→ Task statement:
The records follow. Count the lines holding "roads" and give only the number.
= = = = = = =
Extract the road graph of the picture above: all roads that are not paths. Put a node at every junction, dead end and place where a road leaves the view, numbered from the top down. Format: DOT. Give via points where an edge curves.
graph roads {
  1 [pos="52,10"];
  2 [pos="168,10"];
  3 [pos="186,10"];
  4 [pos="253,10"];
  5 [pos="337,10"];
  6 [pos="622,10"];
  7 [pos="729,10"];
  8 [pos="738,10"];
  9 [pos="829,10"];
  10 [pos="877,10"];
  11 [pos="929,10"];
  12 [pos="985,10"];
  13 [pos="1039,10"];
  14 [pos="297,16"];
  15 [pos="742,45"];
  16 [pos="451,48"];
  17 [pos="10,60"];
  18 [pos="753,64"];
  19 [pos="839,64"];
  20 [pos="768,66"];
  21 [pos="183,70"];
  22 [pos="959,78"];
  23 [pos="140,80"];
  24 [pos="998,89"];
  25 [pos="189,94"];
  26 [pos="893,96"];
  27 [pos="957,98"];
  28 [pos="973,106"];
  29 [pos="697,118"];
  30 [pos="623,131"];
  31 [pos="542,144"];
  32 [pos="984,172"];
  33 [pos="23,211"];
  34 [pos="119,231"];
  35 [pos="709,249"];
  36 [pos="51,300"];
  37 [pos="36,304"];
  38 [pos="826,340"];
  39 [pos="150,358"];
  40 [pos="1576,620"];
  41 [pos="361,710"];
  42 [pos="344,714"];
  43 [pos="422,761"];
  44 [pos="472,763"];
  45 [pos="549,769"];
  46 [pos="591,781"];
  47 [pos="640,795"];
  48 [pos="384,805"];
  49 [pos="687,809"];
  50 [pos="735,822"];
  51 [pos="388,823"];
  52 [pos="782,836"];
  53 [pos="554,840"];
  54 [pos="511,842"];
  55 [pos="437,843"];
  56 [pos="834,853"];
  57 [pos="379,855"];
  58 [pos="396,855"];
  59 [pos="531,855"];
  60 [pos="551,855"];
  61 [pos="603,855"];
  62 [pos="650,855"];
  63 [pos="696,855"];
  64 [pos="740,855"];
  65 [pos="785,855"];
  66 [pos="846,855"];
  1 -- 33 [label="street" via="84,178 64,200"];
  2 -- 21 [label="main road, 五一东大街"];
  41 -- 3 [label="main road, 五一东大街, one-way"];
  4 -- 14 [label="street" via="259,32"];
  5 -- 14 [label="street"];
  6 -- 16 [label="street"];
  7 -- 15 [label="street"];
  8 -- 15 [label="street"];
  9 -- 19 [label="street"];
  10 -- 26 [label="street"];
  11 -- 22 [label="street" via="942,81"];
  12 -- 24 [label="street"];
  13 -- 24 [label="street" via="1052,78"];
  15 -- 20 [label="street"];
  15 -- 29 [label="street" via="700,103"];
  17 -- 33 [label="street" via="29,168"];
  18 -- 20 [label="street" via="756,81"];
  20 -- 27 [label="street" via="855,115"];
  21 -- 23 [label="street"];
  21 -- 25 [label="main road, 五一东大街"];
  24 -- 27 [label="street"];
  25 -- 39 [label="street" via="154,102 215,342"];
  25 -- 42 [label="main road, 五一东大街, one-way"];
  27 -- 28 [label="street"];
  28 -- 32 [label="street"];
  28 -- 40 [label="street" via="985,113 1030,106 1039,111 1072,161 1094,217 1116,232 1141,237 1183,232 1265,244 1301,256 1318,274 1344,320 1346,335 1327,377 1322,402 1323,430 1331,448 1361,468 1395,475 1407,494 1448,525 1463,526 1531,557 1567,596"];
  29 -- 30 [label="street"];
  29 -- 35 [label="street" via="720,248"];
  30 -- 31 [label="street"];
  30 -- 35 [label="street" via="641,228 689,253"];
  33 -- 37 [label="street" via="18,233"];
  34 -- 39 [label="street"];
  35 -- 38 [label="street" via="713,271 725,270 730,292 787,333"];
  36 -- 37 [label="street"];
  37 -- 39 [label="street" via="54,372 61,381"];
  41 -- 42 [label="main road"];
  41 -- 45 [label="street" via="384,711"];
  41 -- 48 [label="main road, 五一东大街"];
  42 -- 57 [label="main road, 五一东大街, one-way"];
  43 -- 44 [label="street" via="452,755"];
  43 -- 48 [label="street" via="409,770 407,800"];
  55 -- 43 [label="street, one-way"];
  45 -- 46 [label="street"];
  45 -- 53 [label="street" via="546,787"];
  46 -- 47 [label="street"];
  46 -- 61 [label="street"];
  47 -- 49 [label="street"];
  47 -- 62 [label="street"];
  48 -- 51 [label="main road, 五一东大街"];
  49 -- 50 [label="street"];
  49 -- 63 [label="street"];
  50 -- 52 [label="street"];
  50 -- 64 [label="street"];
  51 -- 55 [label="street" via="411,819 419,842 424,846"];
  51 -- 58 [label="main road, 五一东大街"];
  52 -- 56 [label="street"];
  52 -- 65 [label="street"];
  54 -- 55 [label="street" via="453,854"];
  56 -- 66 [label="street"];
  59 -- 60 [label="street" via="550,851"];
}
= = = = = = =
→ Final answer:
2